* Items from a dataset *
--- START ---
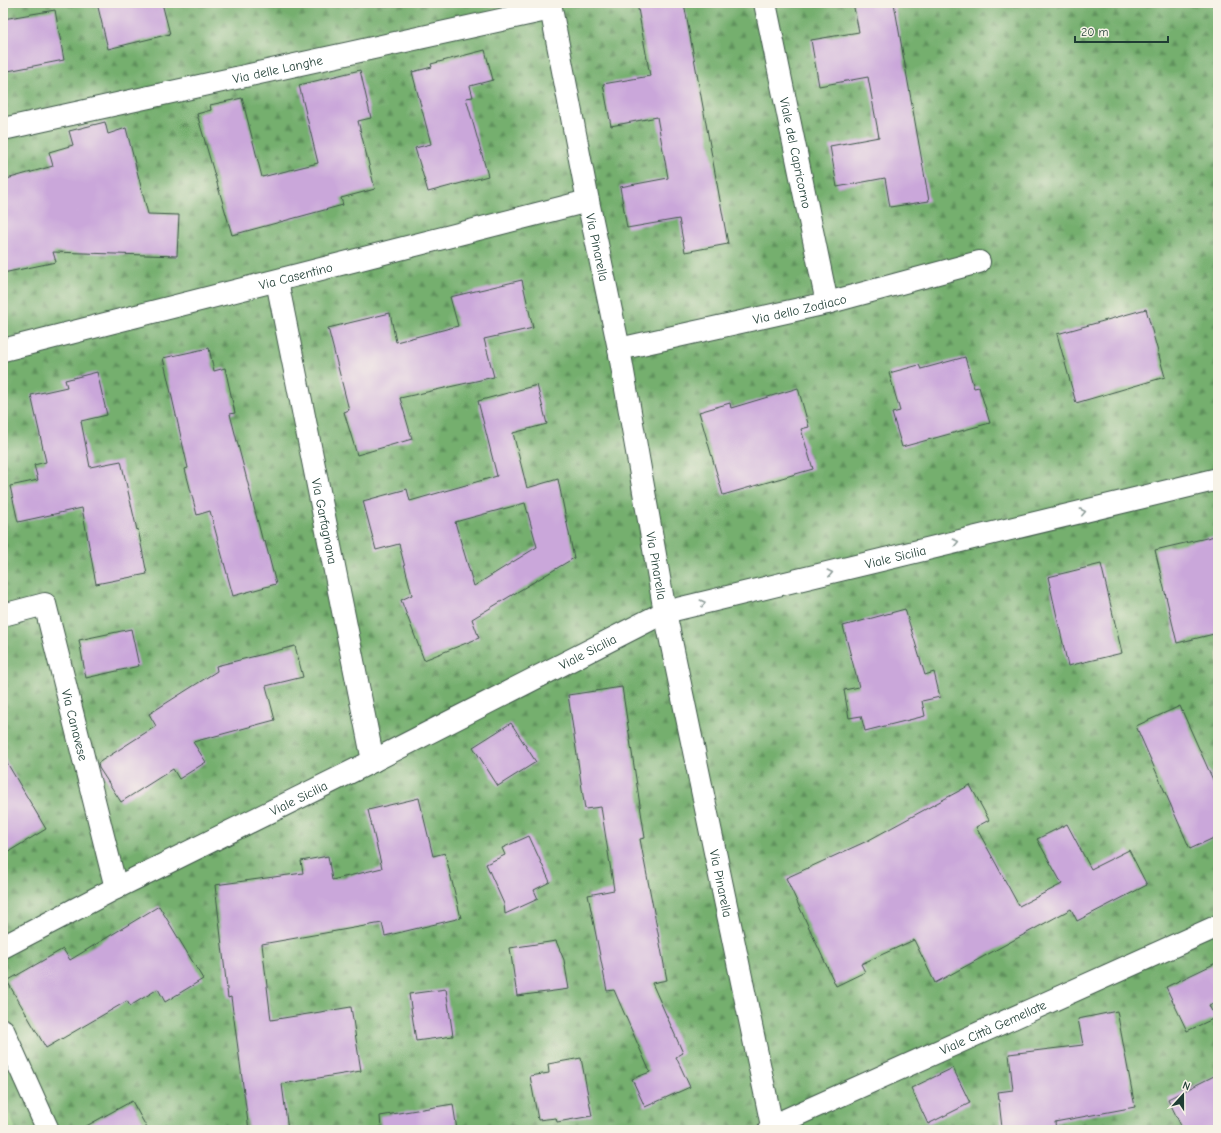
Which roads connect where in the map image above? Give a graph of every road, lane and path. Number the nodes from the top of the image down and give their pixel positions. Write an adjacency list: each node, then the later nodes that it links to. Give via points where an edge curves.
1 (765, 3): 7 (street, Viale del Capricorno)
2 (551, 6): 3 (street, Via delle Langhe); 4 (street, Via Pinarella)
3 (3, 129)
4 (588, 202): 6 (street, Via Casentino); 8 (street, Via Pinarella)
5 (979, 262): 7 (street, Via dello Zodiaco)
6 (276, 281): 9 (street, Via Casentino); 13 (street, Via Garfagnana)
7 (827, 303): 8 (street, Via dello Zodiaco)
8 (619, 349): 11 (street, Via Pinarella)
9 (3, 350)
10 (1218, 479): 11 (street, Viale Sicilia, one-way to 10)
11 (665, 612): 13 (street, Viale Sicilia); 18 (street, Via Pinarella)
12 (3, 614): 14 (street, Via Canavese, via 45,604)
13 (373, 761): 14 (street, Viale Sicilia)
14 (116, 888): 16 (street, Viale Sicilia)
15 (1218, 926): 18 (street, Viale Città Gemellate)
16 (3, 947)
17 (3, 1030): 19 (street)
18 (771, 1128)
19 (48, 1130)

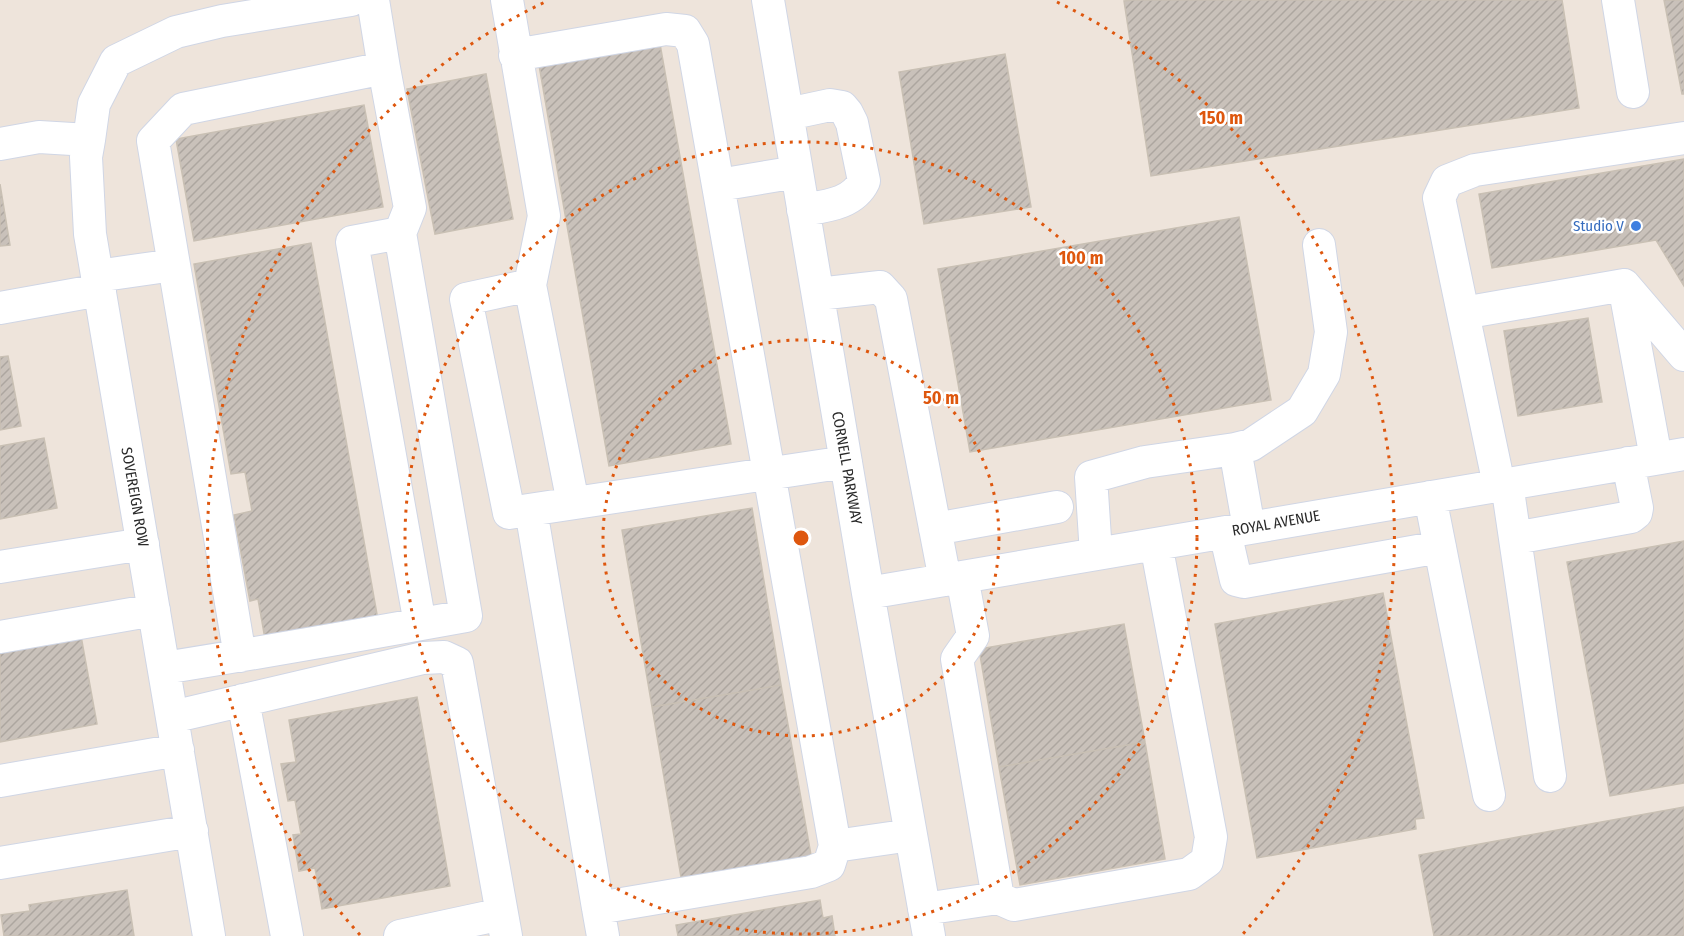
--- END ---
Although the records contain pictures, the copy should hold only their text, reproduced exactly.

* EXERCISE SOLUTION *
Which roads connect where in the map image above? Give a graph of every road, lane and path. Number the nodes from the top of the image down and give their pixel positions. Write an adjacency list: each node, then the later nodes that it links to. Give via points where an edge curves.
1 (765, 3): 7 (street, Viale del Capricorno)
2 (551, 6): 3 (street, Via delle Langhe); 4 (street, Via Pinarella)
3 (3, 129)
4 (588, 202): 6 (street, Via Casentino); 8 (street, Via Pinarella)
5 (979, 262): 7 (street, Via dello Zodiaco)
6 (276, 281): 9 (street, Via Casentino); 13 (street, Via Garfagnana)
7 (827, 303): 8 (street, Via dello Zodiaco)
8 (619, 349): 11 (street, Via Pinarella)
9 (3, 350)
10 (1218, 479): 11 (street, Viale Sicilia, one-way to 10)
11 (665, 612): 13 (street, Viale Sicilia); 18 (street, Via Pinarella)
12 (3, 614): 14 (street, Via Canavese, via 45,604)
13 (373, 761): 14 (street, Viale Sicilia)
14 (116, 888): 16 (street, Viale Sicilia)
15 (1218, 926): 18 (street, Viale Città Gemellate)
16 (3, 947)
17 (3, 1030): 19 (street)
18 (771, 1128)
19 (48, 1130)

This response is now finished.